DESCRIPTION OF THE TASK: Write all of the entries out again exactly.

SOURCE INFORMATION:
....

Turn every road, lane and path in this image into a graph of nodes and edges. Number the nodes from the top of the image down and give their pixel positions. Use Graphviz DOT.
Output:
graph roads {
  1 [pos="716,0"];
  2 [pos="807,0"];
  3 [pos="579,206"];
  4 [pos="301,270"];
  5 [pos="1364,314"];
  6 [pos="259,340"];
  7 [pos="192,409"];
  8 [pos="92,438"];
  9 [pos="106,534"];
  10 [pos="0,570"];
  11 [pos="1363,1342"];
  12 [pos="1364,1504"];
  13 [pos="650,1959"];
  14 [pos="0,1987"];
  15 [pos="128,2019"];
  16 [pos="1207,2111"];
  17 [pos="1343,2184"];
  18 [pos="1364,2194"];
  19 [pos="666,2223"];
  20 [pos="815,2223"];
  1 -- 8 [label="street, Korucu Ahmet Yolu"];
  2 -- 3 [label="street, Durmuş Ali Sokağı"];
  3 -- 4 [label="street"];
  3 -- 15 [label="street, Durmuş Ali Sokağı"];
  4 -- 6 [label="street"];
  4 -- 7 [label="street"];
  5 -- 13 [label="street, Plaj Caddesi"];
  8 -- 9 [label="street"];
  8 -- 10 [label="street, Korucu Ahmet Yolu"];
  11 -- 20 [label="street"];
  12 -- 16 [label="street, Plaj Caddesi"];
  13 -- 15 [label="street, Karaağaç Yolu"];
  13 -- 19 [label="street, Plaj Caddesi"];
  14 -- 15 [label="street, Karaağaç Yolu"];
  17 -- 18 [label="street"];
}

....

EXPECTED ANSWER:
Turn every road, lane and path in this image into a graph of nodes and edges. Number the nodes from the top of the image down and give their pixel positions. Use Graphviz DOT.
Output:
graph roads {
  1 [pos="716,0"];
  2 [pos="807,0"];
  3 [pos="579,206"];
  4 [pos="301,270"];
  5 [pos="1364,314"];
  6 [pos="259,340"];
  7 [pos="192,409"];
  8 [pos="92,438"];
  9 [pos="106,534"];
  10 [pos="0,570"];
  11 [pos="1363,1342"];
  12 [pos="1364,1504"];
  13 [pos="650,1959"];
  14 [pos="0,1987"];
  15 [pos="128,2019"];
  16 [pos="1207,2111"];
  17 [pos="1343,2184"];
  18 [pos="1364,2194"];
  19 [pos="666,2223"];
  20 [pos="815,2223"];
  1 -- 8 [label="street, Korucu Ahmet Yolu"];
  2 -- 3 [label="street, Durmuş Ali Sokağı"];
  3 -- 4 [label="street"];
  3 -- 15 [label="street, Durmuş Ali Sokağı"];
  4 -- 6 [label="street"];
  4 -- 7 [label="street"];
  5 -- 13 [label="street, Plaj Caddesi"];
  8 -- 9 [label="street"];
  8 -- 10 [label="street, Korucu Ahmet Yolu"];
  11 -- 20 [label="street"];
  12 -- 16 [label="street, Plaj Caddesi"];
  13 -- 15 [label="street, Karaağaç Yolu"];
  13 -- 19 [label="street, Plaj Caddesi"];
  14 -- 15 [label="street, Karaağaç Yolu"];
  17 -- 18 [label="street"];
}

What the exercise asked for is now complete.